1.4k Views Asked by At

Given a set of measurements, such as $528, 412, 281, 66, 338, 249$, is it possible to compute an estimate on how much entropy each measurement provides?

Just to clarify: I seek an estimate for the amount of unpredictability to expect from a measurement, measured in bits (shannons).

I am experimenting with ways to harvest entropy (for seeding a cryptographically secure pseudorandom number generator), and one of my entropy sources provides imprecise measurements of the time a process takes to complete.

The process is the same each time, the measurement should be approximately the same each time, so variation should (by design) mainly be due to measurement error. The smallest theoretically possible measurement is $0$, the largest is unknown.

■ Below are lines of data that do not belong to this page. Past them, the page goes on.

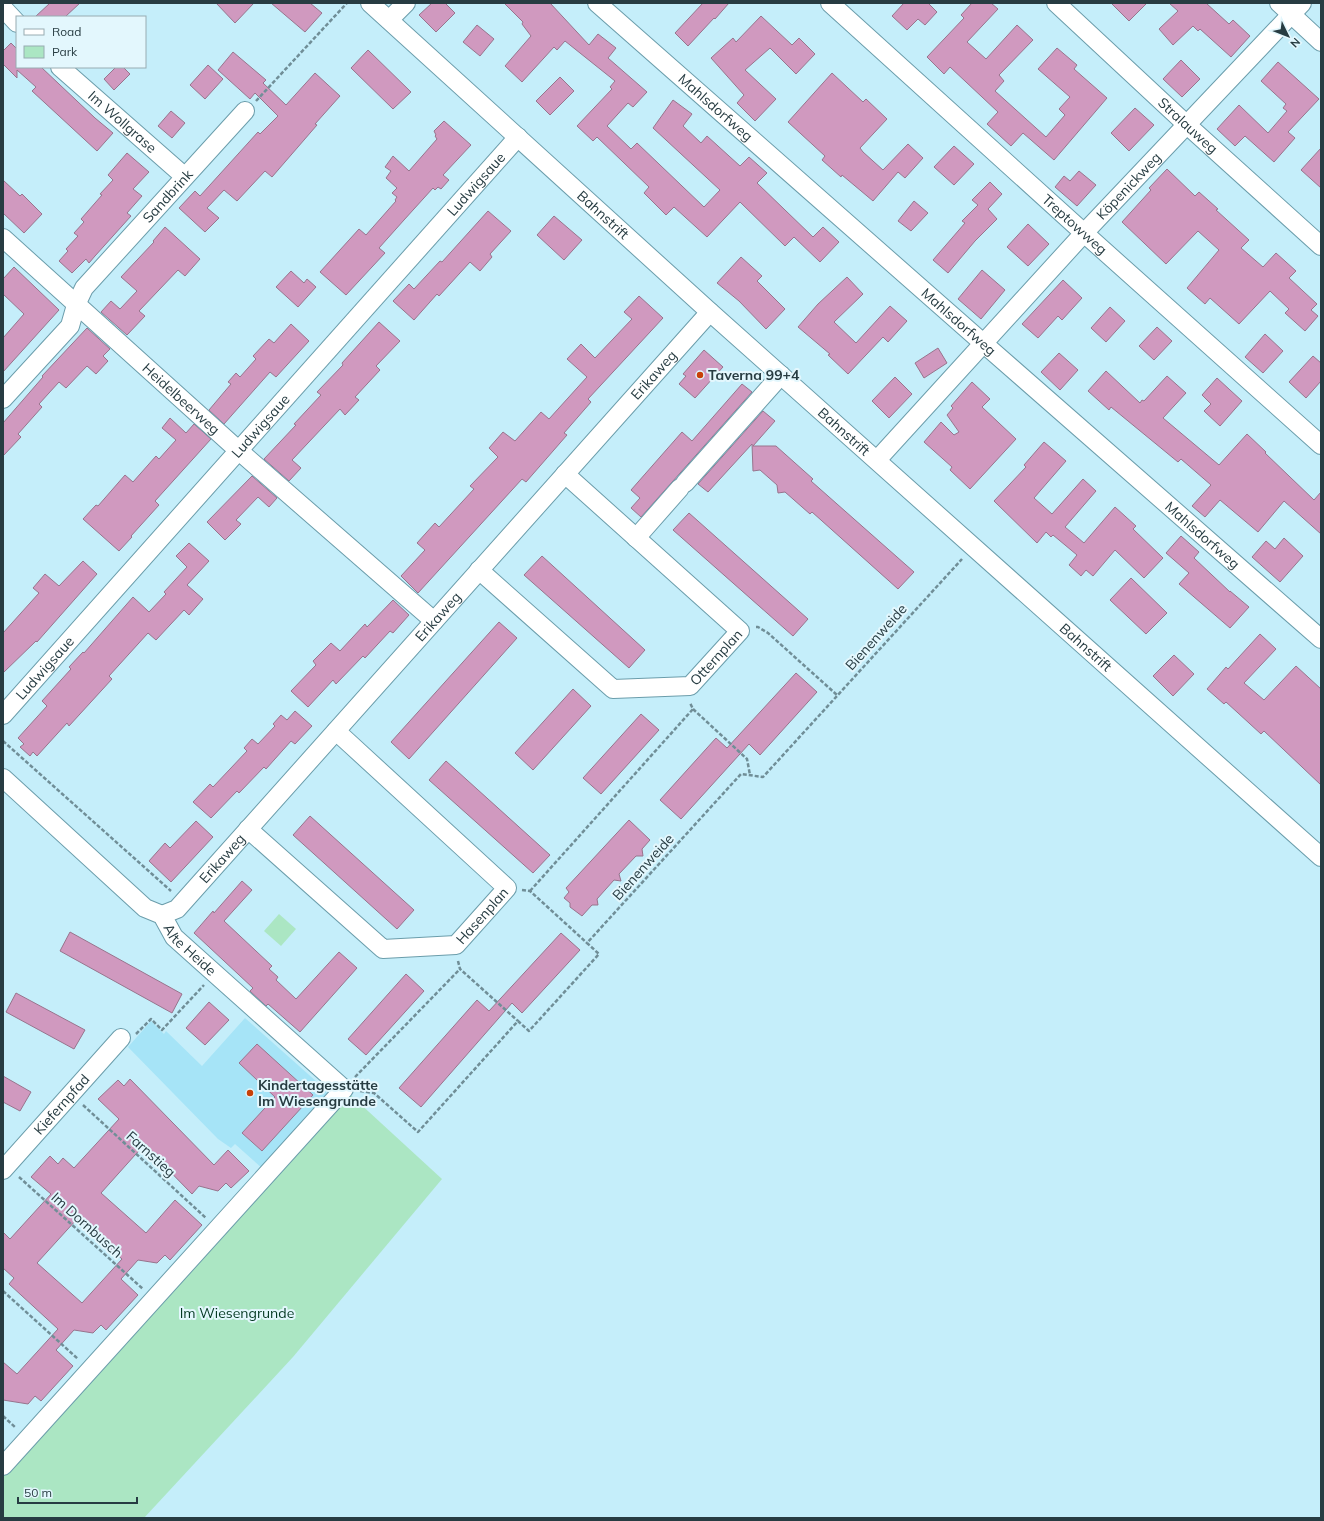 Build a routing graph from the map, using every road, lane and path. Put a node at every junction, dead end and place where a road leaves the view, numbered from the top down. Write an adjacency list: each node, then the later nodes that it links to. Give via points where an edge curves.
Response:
1 (346, 3): 13 (path)
2 (370, 3): 9 (street, Bahnstrift)
3 (406, 3): 9 (street)
4 (597, 3): 22 (street, Mahlsdorfweg)
5 (830, 3): 17 (street, Treptowweg)
6 (1056, 3): 14 (street, Stralauweg)
7 (1291, 7): 11 (street); 14 (street, Köpenickweg)
8 (3, 8): 10 (street)
9 (388, 20): 15 (street, Bahnstrift)
10 (16, 22)
11 (1321, 42)
12 (61, 68): 16 (street, Im Wollgrase)
13 (245, 111): 16 (street, Sandbrink)
14 (1186, 124): 17 (street, Köpenickweg); 19 (street, Stralauweg)
15 (518, 137): 21 (street, Bahnstrift); 26 (street, Ludwigsaue)
16 (184, 176): 20 (street, Sandbrink, via 84,288)
17 (1084, 233): 22 (street, Köpenickweg); 25 (street, Treptowweg)
18 (3, 238): 20 (street, Heidelbeerweg)
19 (1321, 246)
20 (76, 305): 24 (street, Sandbrink, via 70,326); 26 (street, Heidelbeerweg)
21 (710, 312): 23 (street, Bahnstrift); 28 (street, Erikaweg)
22 (983, 343): 27 (street, Köpenickweg); 34 (street, Mahlsdorfweg)
23 (781, 375): 27 (street, Bahnstrift); 29 (street)
24 (3, 399)
25 (1321, 445)
26 (238, 450): 32 (street, Heidelbeerweg); 38 (street, Ludwigsaue)
27 (877, 460): 30 (street, Bahnstrift)
28 (565, 474): 29 (street, Otternplan); 31 (street, Erikaweg)
29 (636, 538): 33 (street, Otternplan)
30 (973, 547): 36 (path, Bienenweide); 44 (street, Bahnstrift)
31 (479, 570): 32 (street, Erikaweg); 35 (street, Otternplan, via 613,689)
32 (434, 621): 39 (street, Erikaweg)
33 (740, 631): 35 (street, Otternplan, via 690,686); 36 (path, via 758,627 768,632)
34 (1321, 638)
35 (680, 687): 37 (path)
36 (837, 695): 41 (path, Bienenweide, via 762,777)
37 (693, 709): 41 (path, via 747,758); 46 (path)
38 (3, 715)
39 (336, 731): 43 (street, Erikaweg); 45 (street, Hasenplan)
40 (3, 741): 47 (path)
41 (750, 776): 49 (path, Bienenweide, via 741,774)
42 (3, 778): 48 (street, Alte Heide, via 145,908)
43 (248, 829): 47 (street, Erikaweg); 50 (street, Hasenplan, via 383,949)
44 (1321, 857)
45 (507, 888): 46 (path); 50 (street, Hasenplan)
46 (530, 891): 49 (path)
47 (183, 902): 48 (street, Erikaweg, via 177,909)
48 (162, 915): 52 (street, Alte Heide, via 174,937)
49 (587, 943): 53 (path, via 600,954 529,1031)
50 (456, 945): 51 (path)
51 (460, 969): 53 (path); 55 (path)
52 (214, 973): 54 (path, via 162,1030 151,1019 127,1044); 55 (street, Alte Heide)
53 (518, 1021): 55 (path, via 418,1132 374,1093)
54 (121, 1038): 56 (street, Kiefernpfad)
55 (344, 1089): 58 (street)
56 (71, 1094): 57 (street, Kiefernpfad); 58 (path, Farnstieg)
57 (5, 1168): 60 (path, Im Dornbusch)
58 (217, 1228): 60 (street)
59 (3, 1292): 61 (path)
60 (154, 1300): 61 (street)
61 (90, 1370): 62 (street)
62 (3, 1466)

My math background is limited, so I would appreciate clear and comprehendible explanations.

2

There are 2 best solutions below

2
On BEST ANSWER

As correctly stated in the answer by msm, the solution to this interesting problem might be considerably easier if we could deal with a large number of samples. Regardless of the use of an empirical distribution function or of a distribution directly obtained by row data, when we have a large number of samples and a pdf can be defined, we can rapidly calculate entropy using the standard formula for Shannon entropy.

However, there are two major issues to be considered in this question. The first is that the problem seems to clearly ask for an analysis of entropy on a single, relatively small set of observations taken from a very larger set of possibilities (in this regard, knowing the range within numbers are generated could be useful). So we are working in a context of "undersampled" regime. On the other hand, the conventional Shannon entropy is a measure that is suitable for clearly defined probability distributions. Although sometimes we can make assumptions on the underlying distribution to link our sample dataset to some entropy measure, estimating entropy from a single undersampled set of observations is not easy. In practice, we have an unknown discrete distribution composed by $k $ observations over $N $ different possible outcomes, defined by a probability vector $p=(p_1,p_2,…,p_N) \,\,\,$, with $p_i \geq 0$ and $\sum p_i=1$. Because in most cases the probability vector is unknown, the classical Shannon entropy $$H (p)=-\sum_{i=1}^{N} p_i \log p_i $$ cannot be directly used. So we have to obtain an estimate of$H(p)$ from our dataset of size $k $.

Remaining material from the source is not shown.